─── SUPPLIED MATERIAL

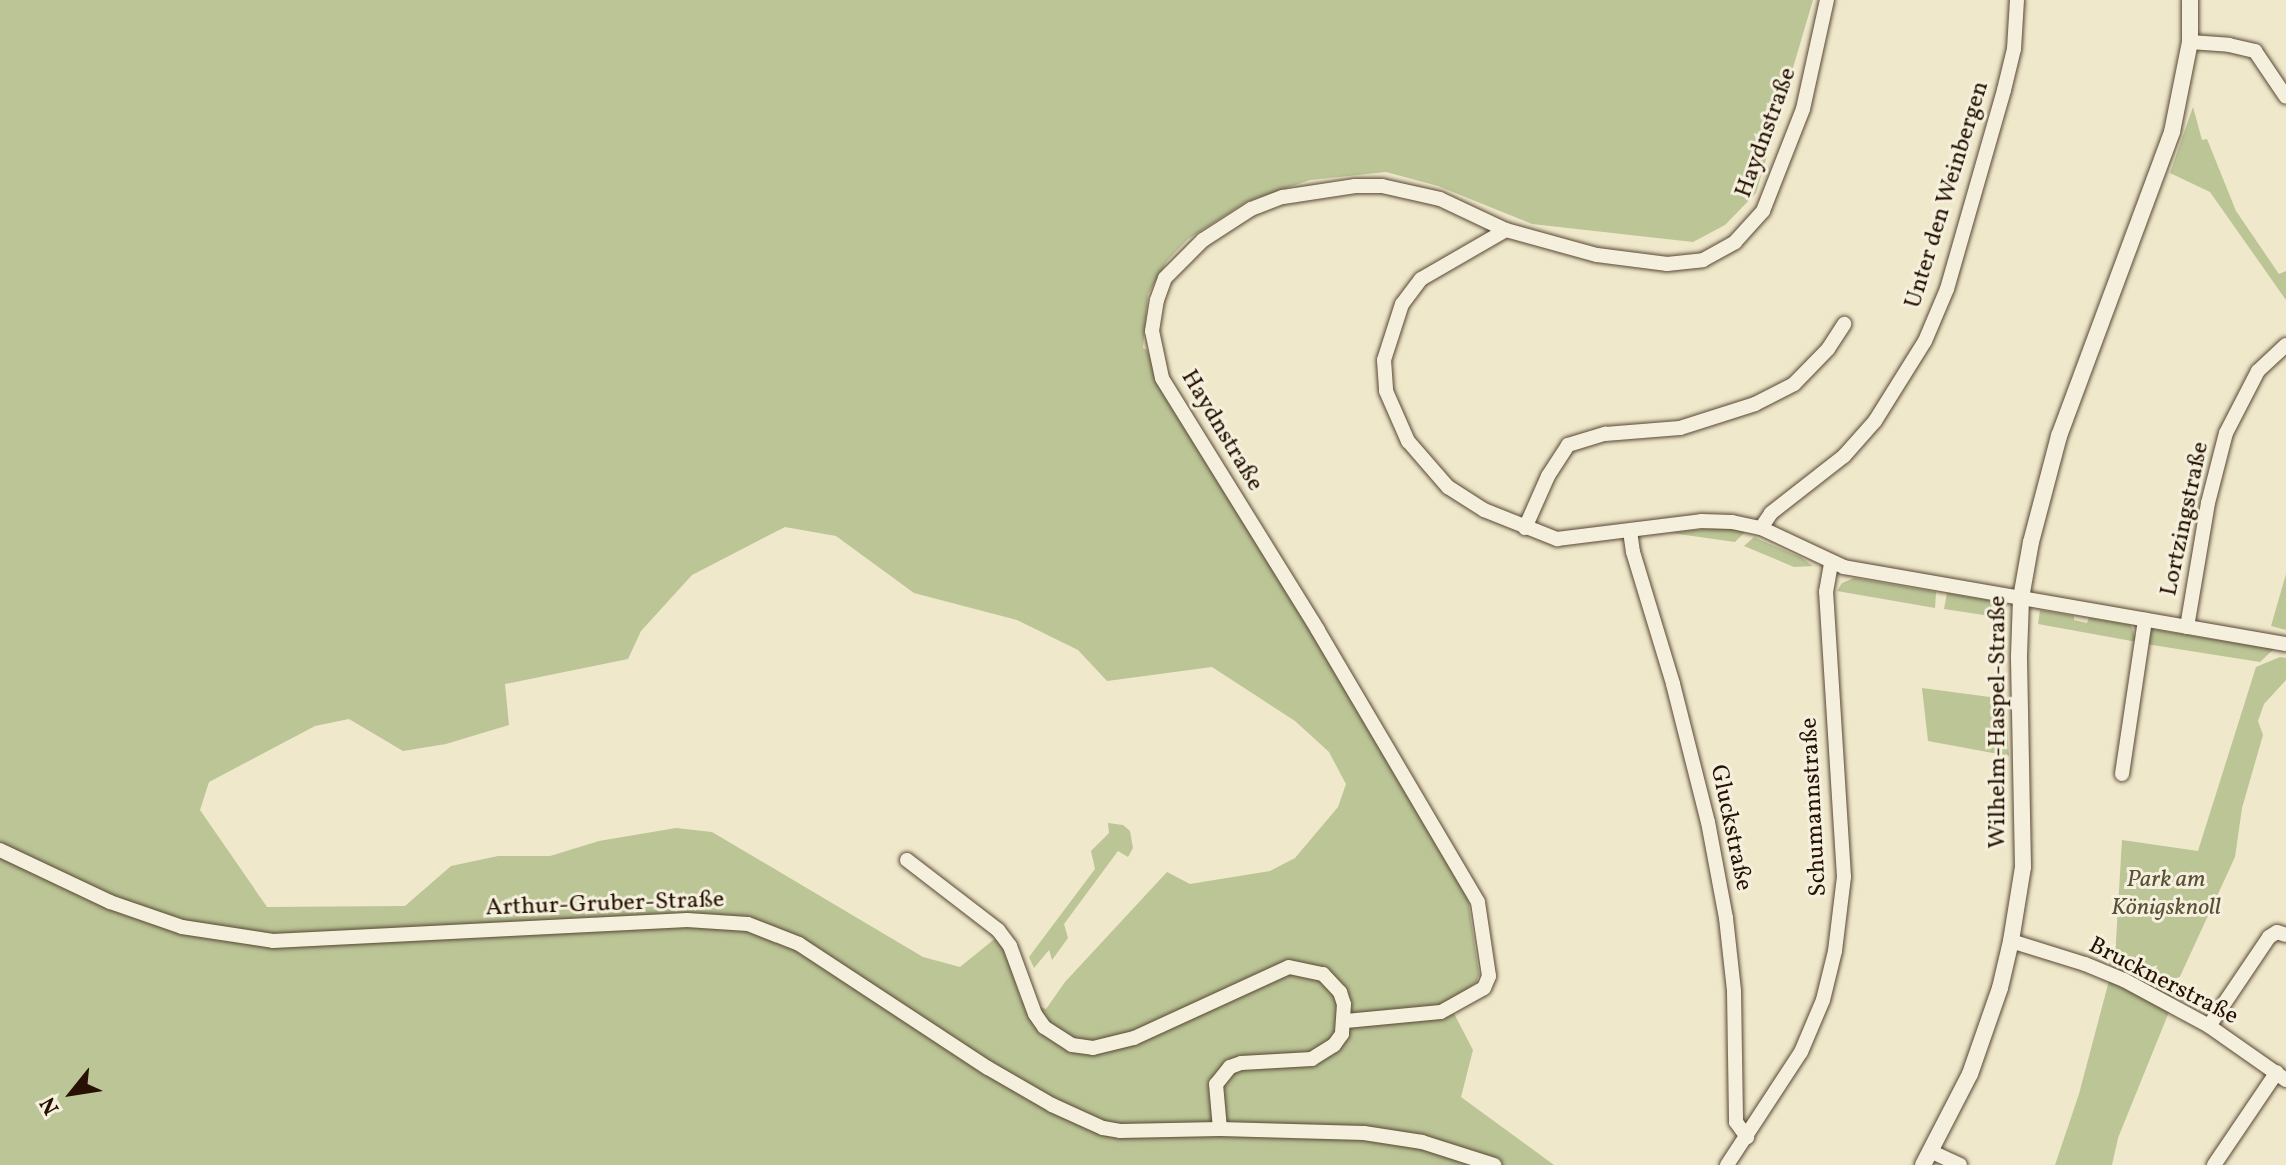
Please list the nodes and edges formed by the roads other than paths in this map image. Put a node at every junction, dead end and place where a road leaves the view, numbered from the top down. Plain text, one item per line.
1 (1827, 0) edge
2 (2017, 0) edge
3 (2190, 0) edge
4 (2190, 42) junction
5 (2286, 97) edge
6 (1506, 230) junction
7 (1844, 324) dead end
8 (2286, 345) edge
9 (1525, 528) junction
10 (1761, 528) junction
11 (1630, 531) junction
12 (1831, 563) junction
13 (2021, 598) junction
14 (2145, 620) junction
15 (2187, 627) junction
16 (2286, 644) edge
17 (2122, 774) dead end
18 (0, 850) edge
19 (907, 860) dead end
20 (2286, 935) edge
21 (2011, 941) junction
22 (1346, 1021) junction
23 (2209, 1026) junction
24 (2282, 1076) edge
25 (1220, 1129) junction
26 (1747, 1137) junction
27 (1927, 1158) edge
28 (1494, 1165) edge
29 (1727, 1165) edge
30 (1960, 1165) edge
31 (2214, 1165) edge

1 - 6 street, Haydnstraße
2 - 10 street, Unter den Weinbergen
3 - 4 street, Wilhelm-Haspel-Straße
4 - 5 street
4 - 13 street, Wilhelm-Haspel-Straße
6 - 9 street
6 - 22 street, Haydnstraße
7 - 9 street
8 - 15 street, Lortzingstraße
9 - 11 street
10 - 11 street
10 - 12 street
11 - 26 street, Gluckstraße
12 - 13 street
12 - 26 street, Schumannstraße
13 - 14 street
13 - 21 street, Wilhelm-Haspel-Straße
14 - 15 street
14 - 17 street
15 - 16 street
18 - 25 street, Arthur-Gruber-Straße
19 - 22 street
20 - 23 street
21 - 23 street, Brucknerstraße
21 - 27 street, Wilhelm-Haspel-Straße
22 - 25 street
23 - 24 street, Brucknerstraße
24 - 31 street
25 - 28 street, Arthur-Gruber-Straße
26 - 29 street, Schumannstraße
27 - 30 street

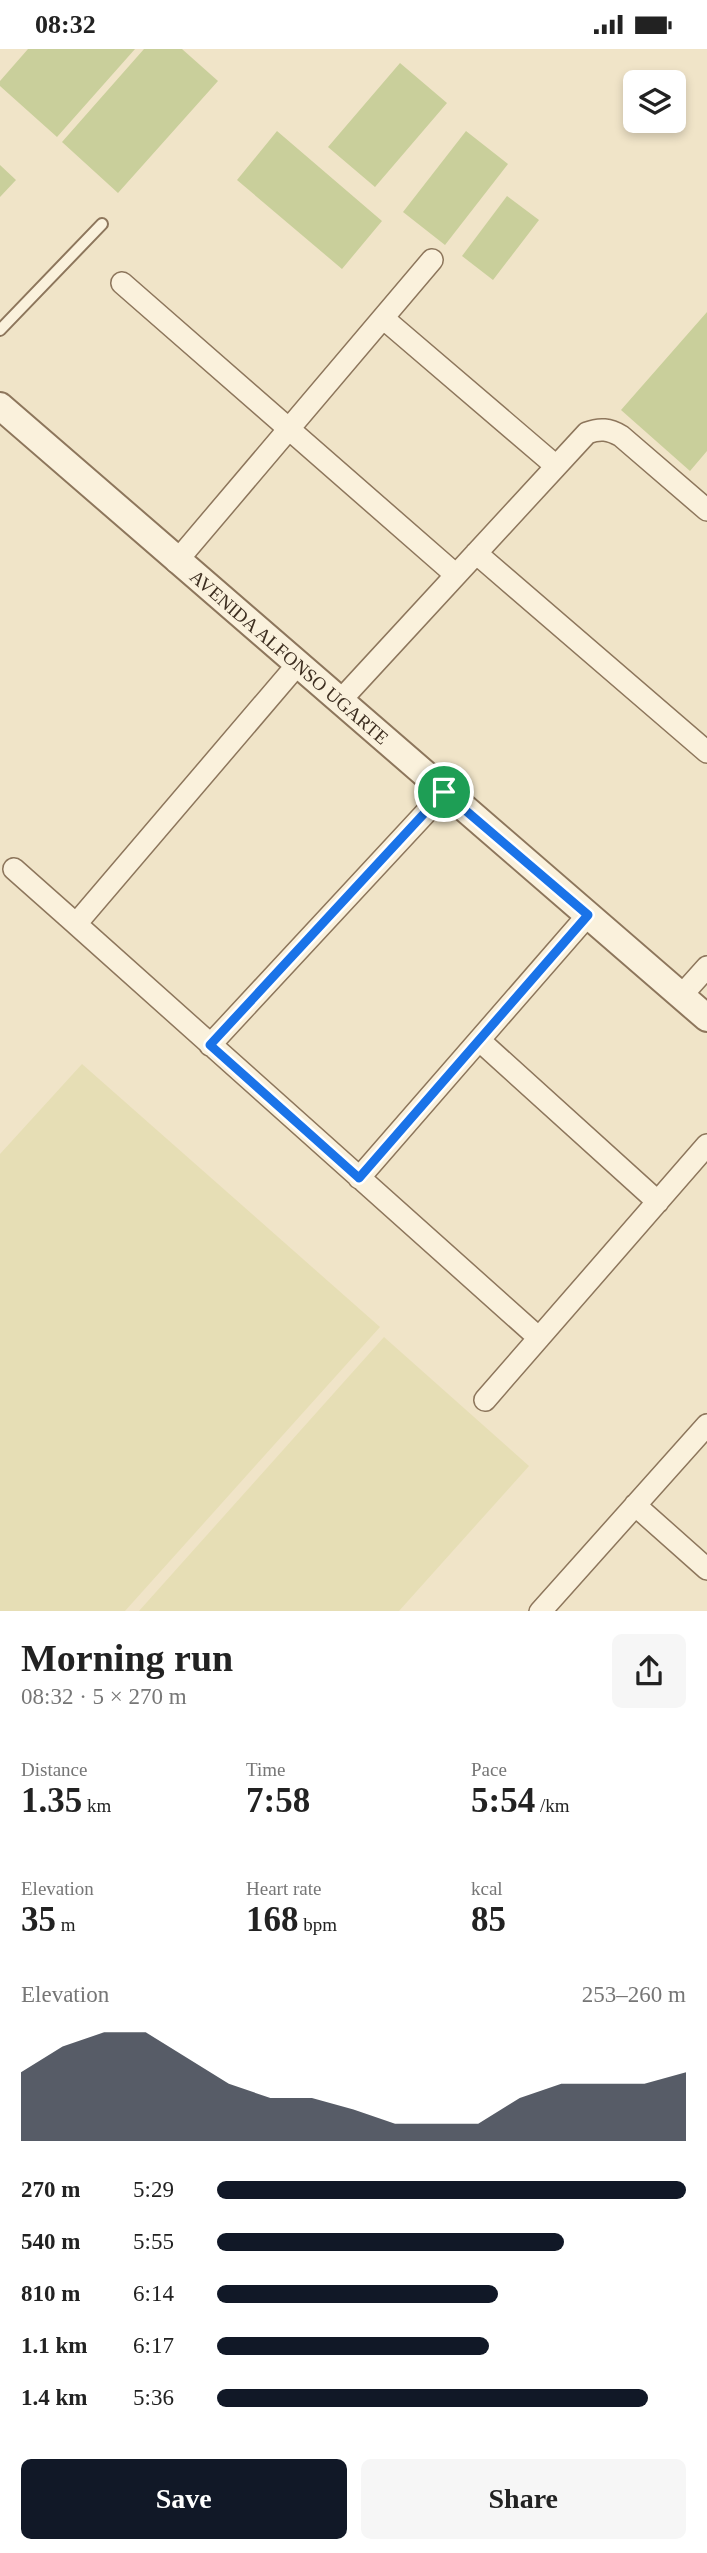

──────

When a line in the records above holds "Gruber", that line is to be reported.

18 - 25 street, Arthur-Gruber-Straße
25 - 28 street, Arthur-Gruber-Straße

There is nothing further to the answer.